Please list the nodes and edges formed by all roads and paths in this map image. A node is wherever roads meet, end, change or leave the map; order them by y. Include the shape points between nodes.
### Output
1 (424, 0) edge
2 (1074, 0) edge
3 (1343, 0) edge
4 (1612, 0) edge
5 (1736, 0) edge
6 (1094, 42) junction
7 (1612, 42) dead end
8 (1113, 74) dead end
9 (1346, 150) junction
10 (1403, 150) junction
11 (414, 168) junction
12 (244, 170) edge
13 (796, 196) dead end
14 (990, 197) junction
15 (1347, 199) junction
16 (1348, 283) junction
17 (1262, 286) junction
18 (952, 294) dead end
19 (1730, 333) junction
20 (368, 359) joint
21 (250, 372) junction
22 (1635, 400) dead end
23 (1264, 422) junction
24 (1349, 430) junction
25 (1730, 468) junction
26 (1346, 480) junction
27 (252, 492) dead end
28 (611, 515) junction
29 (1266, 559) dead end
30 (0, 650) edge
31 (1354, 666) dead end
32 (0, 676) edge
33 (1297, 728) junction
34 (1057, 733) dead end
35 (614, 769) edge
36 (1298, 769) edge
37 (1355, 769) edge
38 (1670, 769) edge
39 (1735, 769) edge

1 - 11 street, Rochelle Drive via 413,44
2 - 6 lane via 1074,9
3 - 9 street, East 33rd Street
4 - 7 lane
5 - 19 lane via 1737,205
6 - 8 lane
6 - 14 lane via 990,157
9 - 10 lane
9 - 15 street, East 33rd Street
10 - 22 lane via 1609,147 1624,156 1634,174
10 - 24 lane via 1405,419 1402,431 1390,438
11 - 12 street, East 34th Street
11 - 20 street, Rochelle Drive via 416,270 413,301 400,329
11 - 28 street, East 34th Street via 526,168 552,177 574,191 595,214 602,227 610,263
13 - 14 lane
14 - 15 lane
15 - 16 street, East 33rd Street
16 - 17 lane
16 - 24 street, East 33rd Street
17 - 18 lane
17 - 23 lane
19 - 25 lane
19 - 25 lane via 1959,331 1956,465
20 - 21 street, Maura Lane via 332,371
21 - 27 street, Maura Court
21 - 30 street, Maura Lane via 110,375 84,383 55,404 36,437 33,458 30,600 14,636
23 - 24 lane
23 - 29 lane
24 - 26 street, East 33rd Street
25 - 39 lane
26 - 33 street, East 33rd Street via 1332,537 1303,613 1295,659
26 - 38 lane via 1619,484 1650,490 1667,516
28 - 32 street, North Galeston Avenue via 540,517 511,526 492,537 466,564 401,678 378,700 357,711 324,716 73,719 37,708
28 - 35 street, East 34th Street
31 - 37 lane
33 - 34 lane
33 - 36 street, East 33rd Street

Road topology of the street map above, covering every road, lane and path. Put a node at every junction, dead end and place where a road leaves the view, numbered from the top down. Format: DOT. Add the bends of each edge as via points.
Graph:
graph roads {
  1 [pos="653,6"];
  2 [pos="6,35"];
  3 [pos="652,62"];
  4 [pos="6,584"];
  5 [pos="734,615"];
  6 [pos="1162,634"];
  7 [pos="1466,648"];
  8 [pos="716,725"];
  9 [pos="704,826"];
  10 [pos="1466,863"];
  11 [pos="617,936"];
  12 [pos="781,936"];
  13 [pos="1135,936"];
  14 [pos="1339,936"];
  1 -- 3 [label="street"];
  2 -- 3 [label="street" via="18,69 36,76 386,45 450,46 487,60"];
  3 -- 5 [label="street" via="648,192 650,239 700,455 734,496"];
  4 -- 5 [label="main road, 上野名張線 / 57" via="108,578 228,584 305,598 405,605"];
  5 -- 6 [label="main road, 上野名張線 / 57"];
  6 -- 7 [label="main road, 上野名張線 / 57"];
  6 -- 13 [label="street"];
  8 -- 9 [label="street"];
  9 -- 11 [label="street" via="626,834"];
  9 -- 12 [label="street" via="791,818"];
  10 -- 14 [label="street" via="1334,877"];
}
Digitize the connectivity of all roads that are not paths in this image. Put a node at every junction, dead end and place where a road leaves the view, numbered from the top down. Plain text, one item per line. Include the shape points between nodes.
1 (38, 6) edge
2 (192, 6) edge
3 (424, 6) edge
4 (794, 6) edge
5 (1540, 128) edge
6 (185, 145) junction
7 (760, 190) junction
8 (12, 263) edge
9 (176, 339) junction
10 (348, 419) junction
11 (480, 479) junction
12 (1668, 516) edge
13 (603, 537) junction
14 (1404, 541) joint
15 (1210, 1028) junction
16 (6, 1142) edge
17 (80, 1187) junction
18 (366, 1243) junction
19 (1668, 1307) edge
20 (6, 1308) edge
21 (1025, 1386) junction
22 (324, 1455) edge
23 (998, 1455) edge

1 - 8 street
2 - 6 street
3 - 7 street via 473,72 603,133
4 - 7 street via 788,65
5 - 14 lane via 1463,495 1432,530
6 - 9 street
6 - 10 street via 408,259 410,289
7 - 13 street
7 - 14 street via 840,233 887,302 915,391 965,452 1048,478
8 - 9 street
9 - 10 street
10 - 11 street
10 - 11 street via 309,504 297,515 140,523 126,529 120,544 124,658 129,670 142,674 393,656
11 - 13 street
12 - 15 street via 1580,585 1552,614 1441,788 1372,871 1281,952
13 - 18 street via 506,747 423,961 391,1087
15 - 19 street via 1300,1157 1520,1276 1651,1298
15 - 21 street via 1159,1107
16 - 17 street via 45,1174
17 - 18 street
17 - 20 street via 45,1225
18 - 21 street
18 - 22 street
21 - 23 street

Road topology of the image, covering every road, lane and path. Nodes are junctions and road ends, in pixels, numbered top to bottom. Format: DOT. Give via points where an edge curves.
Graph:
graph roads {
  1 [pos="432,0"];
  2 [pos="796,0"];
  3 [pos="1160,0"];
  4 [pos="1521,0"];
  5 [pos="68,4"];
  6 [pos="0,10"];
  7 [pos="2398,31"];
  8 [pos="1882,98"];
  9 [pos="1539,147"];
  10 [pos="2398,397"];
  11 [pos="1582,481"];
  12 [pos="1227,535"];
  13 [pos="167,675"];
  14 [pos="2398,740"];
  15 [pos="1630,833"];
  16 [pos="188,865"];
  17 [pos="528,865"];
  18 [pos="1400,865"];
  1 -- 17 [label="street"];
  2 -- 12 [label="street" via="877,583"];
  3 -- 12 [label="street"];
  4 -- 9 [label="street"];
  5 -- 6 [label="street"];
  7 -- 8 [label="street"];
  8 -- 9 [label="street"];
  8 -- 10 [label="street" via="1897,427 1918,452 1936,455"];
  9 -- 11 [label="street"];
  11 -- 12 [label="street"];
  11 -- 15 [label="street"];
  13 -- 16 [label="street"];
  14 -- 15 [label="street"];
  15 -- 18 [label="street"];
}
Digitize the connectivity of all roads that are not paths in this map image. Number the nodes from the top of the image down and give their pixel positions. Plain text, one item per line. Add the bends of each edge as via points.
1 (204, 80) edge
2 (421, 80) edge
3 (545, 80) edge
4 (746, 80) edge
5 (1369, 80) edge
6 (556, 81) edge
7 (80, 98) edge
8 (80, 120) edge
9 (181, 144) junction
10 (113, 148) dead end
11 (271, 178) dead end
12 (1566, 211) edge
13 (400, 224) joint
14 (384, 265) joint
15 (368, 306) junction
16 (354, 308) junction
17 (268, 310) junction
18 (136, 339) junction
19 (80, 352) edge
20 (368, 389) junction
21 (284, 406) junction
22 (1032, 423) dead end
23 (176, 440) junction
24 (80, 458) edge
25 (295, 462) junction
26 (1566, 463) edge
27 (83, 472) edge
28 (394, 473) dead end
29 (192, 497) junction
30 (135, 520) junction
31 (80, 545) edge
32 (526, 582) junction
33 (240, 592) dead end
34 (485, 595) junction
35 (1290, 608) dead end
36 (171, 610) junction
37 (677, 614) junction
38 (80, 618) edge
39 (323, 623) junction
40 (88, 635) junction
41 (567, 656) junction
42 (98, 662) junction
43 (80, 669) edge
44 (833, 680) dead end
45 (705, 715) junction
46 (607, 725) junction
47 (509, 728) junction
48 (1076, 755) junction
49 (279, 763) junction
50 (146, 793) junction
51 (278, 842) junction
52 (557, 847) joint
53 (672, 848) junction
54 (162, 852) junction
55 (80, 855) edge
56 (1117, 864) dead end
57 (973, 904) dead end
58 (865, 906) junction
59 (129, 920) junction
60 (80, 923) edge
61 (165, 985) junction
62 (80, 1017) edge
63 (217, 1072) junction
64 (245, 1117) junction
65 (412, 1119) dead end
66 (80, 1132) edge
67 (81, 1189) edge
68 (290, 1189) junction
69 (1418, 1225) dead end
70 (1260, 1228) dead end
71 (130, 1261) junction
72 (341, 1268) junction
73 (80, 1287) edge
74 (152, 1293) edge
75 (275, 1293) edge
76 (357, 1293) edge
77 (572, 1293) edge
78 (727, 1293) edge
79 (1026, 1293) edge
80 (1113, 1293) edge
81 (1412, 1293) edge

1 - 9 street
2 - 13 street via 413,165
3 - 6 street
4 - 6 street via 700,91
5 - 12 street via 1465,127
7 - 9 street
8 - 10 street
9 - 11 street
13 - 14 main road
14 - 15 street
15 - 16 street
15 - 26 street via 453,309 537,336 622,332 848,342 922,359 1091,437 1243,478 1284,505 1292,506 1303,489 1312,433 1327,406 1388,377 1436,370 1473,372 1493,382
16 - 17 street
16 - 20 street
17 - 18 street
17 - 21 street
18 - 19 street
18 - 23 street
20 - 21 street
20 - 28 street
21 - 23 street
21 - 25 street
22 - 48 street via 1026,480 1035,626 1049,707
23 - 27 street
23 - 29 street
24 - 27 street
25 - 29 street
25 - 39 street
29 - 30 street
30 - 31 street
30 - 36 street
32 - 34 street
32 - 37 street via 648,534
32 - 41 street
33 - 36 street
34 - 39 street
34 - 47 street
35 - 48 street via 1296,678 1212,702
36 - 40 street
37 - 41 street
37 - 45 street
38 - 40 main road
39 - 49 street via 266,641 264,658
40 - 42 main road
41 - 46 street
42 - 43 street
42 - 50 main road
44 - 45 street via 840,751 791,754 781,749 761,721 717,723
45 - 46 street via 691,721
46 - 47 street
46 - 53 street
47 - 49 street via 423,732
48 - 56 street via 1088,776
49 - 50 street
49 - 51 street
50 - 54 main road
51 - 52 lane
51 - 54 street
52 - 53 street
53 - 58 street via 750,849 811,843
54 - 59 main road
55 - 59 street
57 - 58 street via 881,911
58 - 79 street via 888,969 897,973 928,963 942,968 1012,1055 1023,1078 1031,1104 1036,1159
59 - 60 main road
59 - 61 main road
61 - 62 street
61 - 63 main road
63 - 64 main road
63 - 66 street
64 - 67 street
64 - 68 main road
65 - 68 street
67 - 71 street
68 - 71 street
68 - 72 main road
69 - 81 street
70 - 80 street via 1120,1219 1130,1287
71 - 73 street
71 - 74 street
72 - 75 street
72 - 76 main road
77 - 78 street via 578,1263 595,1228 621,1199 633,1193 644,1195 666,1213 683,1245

##########

The task: Only the number should be given: the count of lines above that hold the word "Include".

Output of the task: 2